The expected answer comprises all lines from the entries that contain the string "OPAL".

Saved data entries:

+ + + + +

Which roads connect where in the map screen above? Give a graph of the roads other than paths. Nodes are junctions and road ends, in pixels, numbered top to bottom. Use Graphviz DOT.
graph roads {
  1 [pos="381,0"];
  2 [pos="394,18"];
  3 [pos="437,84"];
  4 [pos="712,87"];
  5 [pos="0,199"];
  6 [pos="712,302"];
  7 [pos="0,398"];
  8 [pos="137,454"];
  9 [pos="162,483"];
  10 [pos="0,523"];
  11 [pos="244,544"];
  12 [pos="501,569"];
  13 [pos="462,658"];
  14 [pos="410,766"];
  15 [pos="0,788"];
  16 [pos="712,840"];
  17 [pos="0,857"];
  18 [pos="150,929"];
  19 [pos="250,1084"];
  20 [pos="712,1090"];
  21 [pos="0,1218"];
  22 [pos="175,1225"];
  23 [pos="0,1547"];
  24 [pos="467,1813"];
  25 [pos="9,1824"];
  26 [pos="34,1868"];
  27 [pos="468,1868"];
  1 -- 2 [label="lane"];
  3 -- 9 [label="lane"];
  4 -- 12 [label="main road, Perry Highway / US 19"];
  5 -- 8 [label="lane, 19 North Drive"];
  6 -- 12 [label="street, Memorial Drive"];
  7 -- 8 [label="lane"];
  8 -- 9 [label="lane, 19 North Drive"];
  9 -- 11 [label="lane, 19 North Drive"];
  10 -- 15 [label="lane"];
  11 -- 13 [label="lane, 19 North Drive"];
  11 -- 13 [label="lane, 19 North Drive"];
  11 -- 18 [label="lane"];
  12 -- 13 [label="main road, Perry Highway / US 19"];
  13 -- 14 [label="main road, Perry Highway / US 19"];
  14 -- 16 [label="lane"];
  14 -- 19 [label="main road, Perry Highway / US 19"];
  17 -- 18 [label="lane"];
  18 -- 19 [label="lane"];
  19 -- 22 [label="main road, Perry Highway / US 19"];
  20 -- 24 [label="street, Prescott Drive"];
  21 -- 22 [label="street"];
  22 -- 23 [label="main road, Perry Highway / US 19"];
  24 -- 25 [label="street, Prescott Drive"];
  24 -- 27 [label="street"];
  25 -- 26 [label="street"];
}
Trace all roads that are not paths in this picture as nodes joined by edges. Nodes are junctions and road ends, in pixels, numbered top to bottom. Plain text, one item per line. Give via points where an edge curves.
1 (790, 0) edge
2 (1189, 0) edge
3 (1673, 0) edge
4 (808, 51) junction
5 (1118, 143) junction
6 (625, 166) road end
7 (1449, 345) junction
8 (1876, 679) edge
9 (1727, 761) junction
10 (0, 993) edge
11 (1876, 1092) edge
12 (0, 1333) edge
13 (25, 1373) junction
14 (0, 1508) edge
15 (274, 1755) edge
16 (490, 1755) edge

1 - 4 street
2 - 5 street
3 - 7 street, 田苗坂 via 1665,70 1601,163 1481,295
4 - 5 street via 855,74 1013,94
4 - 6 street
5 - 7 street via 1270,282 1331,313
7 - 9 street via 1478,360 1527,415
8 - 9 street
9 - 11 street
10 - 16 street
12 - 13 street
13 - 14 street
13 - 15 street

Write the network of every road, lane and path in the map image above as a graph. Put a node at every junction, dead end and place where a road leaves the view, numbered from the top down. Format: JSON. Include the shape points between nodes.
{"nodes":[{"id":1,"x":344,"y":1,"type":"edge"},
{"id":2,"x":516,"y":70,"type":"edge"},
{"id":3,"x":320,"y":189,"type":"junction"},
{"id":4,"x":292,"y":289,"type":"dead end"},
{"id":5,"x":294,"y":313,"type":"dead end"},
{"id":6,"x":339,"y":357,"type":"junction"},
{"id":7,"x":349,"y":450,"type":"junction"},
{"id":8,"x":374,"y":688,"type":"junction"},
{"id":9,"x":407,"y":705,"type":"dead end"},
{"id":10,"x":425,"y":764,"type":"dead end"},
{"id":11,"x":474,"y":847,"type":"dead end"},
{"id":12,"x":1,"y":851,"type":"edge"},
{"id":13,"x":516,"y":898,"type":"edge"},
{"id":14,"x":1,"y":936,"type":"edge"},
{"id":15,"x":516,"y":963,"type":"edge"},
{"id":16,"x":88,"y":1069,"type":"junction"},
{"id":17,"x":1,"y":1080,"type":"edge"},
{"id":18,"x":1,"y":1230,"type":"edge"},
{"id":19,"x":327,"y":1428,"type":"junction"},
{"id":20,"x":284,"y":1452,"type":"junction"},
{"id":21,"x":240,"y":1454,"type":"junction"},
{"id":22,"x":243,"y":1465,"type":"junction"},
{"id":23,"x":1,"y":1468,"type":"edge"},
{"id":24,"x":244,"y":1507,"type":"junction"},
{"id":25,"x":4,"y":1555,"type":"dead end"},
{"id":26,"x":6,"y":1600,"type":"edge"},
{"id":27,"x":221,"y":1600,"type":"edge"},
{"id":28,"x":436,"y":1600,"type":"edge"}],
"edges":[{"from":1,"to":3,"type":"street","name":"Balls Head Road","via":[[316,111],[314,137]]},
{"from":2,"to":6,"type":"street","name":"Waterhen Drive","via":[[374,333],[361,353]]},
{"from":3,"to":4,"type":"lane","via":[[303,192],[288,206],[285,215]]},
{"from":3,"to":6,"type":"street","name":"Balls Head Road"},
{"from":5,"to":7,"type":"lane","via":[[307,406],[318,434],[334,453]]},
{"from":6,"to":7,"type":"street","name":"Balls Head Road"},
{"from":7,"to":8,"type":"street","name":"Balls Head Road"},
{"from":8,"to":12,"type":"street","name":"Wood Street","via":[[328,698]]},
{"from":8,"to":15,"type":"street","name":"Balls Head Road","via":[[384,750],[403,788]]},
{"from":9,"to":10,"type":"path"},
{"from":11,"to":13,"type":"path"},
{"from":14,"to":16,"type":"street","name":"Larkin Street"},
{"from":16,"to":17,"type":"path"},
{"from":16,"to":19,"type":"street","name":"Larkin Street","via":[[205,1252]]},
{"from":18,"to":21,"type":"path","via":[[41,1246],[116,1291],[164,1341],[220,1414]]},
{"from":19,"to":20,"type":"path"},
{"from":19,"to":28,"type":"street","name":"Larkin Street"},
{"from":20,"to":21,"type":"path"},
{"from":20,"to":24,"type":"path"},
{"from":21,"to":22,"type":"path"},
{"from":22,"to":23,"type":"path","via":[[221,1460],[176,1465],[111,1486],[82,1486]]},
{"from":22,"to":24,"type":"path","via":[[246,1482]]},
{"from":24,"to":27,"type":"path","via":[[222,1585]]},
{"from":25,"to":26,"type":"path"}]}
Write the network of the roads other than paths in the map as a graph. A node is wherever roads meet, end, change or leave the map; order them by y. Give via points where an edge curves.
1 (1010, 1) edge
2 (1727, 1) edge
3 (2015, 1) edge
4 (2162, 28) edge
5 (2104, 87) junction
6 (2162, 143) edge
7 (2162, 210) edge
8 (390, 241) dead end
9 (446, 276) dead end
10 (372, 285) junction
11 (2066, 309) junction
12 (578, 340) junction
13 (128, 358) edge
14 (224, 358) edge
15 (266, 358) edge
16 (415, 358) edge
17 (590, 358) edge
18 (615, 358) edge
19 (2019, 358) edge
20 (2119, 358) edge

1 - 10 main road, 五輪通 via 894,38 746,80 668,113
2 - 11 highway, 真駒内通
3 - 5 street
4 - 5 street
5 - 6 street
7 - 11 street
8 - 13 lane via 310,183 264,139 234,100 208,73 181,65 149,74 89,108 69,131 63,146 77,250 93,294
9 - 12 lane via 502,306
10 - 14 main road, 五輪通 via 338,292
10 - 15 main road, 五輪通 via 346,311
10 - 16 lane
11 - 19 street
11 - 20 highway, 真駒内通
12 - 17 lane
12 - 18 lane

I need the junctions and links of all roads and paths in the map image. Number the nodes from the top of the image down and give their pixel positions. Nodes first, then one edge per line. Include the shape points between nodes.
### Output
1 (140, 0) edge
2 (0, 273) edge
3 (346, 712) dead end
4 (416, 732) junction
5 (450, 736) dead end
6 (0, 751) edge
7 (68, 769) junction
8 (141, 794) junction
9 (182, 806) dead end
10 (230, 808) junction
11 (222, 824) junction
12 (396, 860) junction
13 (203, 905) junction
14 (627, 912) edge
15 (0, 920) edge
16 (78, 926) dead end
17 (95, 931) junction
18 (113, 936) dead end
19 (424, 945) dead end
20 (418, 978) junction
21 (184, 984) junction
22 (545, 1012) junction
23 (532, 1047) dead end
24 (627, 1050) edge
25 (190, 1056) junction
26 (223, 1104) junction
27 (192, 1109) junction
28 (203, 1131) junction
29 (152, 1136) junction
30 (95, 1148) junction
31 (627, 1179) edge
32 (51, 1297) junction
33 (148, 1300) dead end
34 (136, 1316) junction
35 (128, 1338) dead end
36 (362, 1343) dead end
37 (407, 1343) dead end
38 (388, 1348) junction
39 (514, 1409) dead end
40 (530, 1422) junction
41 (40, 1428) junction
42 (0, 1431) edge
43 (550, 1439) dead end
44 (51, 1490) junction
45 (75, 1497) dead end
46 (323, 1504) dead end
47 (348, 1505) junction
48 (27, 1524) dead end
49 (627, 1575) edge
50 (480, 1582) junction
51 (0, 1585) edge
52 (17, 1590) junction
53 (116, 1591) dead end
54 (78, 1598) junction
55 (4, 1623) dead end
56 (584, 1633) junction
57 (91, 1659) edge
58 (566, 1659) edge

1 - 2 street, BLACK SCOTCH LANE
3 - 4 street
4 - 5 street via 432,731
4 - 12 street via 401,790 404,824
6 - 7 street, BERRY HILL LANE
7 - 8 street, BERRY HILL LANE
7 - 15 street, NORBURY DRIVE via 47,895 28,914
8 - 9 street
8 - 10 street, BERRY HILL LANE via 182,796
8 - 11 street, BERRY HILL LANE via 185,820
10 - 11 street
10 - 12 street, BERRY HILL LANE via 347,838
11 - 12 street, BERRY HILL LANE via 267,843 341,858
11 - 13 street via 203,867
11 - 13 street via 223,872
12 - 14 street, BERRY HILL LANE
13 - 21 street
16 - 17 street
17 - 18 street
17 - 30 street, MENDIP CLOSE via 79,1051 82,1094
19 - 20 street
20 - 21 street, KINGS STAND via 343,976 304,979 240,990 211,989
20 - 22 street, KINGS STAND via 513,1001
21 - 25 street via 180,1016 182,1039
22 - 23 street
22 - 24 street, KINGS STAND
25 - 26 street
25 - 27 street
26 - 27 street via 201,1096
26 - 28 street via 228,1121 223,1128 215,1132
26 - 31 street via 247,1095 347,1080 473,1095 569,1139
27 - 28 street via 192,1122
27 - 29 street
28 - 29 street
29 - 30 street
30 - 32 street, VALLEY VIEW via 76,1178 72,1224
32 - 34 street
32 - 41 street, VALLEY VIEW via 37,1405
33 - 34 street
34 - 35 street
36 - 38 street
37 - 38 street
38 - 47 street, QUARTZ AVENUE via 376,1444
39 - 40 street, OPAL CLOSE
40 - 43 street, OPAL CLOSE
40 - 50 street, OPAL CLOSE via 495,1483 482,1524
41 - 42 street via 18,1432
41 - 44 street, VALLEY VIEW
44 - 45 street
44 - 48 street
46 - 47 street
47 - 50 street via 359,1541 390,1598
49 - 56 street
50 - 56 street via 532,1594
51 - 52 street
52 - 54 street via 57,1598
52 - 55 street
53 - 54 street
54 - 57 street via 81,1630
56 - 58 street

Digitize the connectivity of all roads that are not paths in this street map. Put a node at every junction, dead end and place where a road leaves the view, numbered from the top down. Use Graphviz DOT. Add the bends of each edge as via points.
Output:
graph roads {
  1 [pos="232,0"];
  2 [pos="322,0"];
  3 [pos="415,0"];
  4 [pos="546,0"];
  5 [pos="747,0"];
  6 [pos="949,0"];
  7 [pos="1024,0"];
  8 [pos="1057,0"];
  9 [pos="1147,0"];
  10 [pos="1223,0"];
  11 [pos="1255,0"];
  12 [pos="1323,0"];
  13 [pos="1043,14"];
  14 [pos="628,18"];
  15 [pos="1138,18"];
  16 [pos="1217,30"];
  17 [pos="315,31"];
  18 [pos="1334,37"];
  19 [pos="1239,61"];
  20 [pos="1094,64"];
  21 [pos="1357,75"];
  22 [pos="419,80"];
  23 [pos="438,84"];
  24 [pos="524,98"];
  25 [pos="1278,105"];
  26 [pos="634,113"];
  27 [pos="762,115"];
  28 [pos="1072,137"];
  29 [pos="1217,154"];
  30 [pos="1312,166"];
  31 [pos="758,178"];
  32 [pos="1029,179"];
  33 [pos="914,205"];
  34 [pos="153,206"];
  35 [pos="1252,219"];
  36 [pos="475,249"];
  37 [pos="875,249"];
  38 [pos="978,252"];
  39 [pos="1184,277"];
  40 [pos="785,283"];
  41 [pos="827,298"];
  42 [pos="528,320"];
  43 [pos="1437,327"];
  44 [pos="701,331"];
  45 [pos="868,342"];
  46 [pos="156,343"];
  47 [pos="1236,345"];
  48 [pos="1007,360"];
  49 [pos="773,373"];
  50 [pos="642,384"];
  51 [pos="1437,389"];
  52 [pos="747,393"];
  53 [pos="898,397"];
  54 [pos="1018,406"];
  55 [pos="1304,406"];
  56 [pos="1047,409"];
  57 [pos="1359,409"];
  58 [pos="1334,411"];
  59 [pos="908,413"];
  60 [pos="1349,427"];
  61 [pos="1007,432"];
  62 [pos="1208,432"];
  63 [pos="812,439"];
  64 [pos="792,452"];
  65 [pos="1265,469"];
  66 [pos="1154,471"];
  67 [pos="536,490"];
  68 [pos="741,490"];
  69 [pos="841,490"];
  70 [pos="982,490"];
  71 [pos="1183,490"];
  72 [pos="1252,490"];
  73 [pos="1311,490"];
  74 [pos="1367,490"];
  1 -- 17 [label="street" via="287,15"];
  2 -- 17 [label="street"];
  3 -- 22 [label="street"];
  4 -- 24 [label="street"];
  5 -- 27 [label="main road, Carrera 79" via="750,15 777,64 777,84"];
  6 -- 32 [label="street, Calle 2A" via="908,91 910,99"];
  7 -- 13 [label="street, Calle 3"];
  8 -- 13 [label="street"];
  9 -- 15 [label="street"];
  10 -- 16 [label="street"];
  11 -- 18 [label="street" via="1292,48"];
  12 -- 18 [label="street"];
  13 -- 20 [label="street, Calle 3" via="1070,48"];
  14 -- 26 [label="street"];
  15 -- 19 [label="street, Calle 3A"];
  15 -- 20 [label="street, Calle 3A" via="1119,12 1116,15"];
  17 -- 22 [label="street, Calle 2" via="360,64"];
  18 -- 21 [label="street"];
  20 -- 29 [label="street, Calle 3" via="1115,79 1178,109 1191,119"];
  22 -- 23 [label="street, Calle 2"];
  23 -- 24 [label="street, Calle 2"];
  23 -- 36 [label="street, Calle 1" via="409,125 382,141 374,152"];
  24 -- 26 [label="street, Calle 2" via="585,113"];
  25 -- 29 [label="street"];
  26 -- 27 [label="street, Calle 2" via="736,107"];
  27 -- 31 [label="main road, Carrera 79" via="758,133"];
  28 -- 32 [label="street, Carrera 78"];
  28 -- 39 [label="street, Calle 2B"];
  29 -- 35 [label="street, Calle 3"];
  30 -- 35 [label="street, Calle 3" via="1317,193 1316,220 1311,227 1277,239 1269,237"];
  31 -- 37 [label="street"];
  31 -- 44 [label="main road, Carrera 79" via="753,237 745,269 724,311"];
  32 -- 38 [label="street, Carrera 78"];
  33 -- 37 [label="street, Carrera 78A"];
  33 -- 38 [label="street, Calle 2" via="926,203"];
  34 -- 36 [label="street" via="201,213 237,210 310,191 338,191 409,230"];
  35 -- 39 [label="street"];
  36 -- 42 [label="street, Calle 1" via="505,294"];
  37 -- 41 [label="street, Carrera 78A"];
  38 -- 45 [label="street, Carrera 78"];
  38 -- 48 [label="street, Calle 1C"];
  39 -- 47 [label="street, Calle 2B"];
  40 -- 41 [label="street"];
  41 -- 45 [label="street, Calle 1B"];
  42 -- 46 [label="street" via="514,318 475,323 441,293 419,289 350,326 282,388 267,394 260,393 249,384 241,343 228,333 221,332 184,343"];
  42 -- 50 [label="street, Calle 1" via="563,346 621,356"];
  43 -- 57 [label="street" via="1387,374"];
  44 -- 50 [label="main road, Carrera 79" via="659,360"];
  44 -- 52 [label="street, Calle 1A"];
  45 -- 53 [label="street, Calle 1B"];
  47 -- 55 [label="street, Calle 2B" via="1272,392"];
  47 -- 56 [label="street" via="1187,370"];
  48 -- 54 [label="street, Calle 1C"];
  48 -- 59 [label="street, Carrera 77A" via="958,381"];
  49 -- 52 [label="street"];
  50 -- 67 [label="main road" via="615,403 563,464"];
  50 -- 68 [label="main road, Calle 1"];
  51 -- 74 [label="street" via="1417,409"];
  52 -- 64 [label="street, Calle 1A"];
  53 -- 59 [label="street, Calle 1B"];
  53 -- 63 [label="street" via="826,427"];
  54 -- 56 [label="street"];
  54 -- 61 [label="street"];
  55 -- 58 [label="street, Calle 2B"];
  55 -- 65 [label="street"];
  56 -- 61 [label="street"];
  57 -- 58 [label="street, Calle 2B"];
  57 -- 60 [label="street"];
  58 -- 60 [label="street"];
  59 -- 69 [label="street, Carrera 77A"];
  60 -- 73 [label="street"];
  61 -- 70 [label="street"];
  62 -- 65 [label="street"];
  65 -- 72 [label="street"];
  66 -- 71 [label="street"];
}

+ + + + +

(SOLUTION):
39 - 40 street, OPAL CLOSE
40 - 43 street, OPAL CLOSE
40 - 50 street, OPAL CLOSE via 495,1483 482,1524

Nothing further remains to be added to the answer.